Last month, the Lithuanian parliament, despite Songaila’s efforts, postponed a decision on appealing to the Constitutional Court regarding the Card of the Pole (the court’s decision would be predictable, as well as a new relapse of Poland into chauvinistic hysteria). When current ludicrous Poland Foreign Minister Radoslaw Sikorski, who in 2007 left the Polish Senate’s club of the Law and Justice party for the now ruling Civic Platform, stated that he will not recognize the historical fact of Polish military occupation of Vilnius, Songaila was not lazy to repeat a lesson on history: on Oct. 9, 1920, despite the Suwalki (a town now in Poland) truce agreement between Lithuania and Poland of Oct. 7, imposed on Poland by the West (the truce was due to take effect on Oct. 10), 14,000 Polish army troops, claiming to be Lithuanian and Belarusian rebels, led by General Lucjan Zeligowski on orders of Poland’s strongman Jozef Pilsudski, entered Vilnius creating the pro-Polish puppet state of Middle Lithuania, which joined Poland in 1922 (in 1931, the Hague’s International Tribunal recognized the action of the Polish troops as illegal).

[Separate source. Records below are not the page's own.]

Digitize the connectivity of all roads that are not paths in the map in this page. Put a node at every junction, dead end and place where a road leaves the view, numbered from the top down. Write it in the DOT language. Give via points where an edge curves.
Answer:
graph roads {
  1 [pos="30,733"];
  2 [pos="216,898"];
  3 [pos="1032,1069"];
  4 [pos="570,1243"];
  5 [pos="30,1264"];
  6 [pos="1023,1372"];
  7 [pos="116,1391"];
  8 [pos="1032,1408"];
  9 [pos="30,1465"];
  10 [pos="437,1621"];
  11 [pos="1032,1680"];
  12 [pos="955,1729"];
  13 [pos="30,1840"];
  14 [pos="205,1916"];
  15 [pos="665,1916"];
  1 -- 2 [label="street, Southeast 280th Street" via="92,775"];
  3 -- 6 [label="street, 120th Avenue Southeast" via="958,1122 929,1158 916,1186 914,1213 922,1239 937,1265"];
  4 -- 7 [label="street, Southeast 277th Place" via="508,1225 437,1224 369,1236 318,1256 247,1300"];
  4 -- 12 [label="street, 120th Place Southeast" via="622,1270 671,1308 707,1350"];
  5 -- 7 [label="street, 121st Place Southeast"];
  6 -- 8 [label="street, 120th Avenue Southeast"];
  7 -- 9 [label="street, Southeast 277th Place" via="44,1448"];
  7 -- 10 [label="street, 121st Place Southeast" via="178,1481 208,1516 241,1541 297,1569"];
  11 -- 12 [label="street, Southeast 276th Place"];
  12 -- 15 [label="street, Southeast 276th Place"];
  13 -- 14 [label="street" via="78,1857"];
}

Songaila achieved the Constitutional Court’s decision, which allows the writing in passports of Polish and other non-Lithuanian-origin names in their original forms, in case they are in Latin letters, with certain restrictions: this could be done not on the main page of passport, but on another passport page, while the main page would be written in Lithuanian letters only. “Such practice exists in Latvia. Poland has no criticism of Latvia,” Songaila, who is also a member of the parliamentary group named For Unity of Lithuanians and Latvians, said on April 8, 2010. Then he was criticized by the entire Lithuanian media (though later the Songaila-proposed practice got support in the form of the opinion of the European Court of Justice in Luxembourg). However, when Poland started to attack Lithuania’s education law, Songaila started to gain the respect of the Lithuanian public.
Lithuanian-Polish tensions have deep historical roots. Jacek Komar, a Pole living in Lithuania and who used to be a correspondent with Poland’s daily Gazeta Wyborcza, commenting on the funeral of President Lech Kaczynski, stated that Poles view reality more like Latin Americans, not like the rest of Europeans. Indeed, it is a problem for Nordic-leaning Lithuanians. Pope John Paul II, who addressed Lithuanian Poles as “Lithuanians of Polish origin,” used to be an obstacle for Polish anti-Lithuanian chauvinism but after his death the situation worsened (on May 1, Kubilius went to the Vatican to participate in the ceremony of beatification of that pope). The Eurovision Song Contest is a good example of the Lithuanian-Polish division. Nations of the former Yugoslavia and nations of the former USSR as well as Turkey and Armenia, despite all their divisions, vote for each other, while Poles usually do not vote for Lithuania and vice versa. Lithuanians vote for Latvia and Georgia (the latter is Lithuania’s favorite due to the Russian-Georgian war of 2008). This year’s May 10 may be an exception: Lithuanians elected a Lithuanian Pole to represent Lithuania at Eurovision.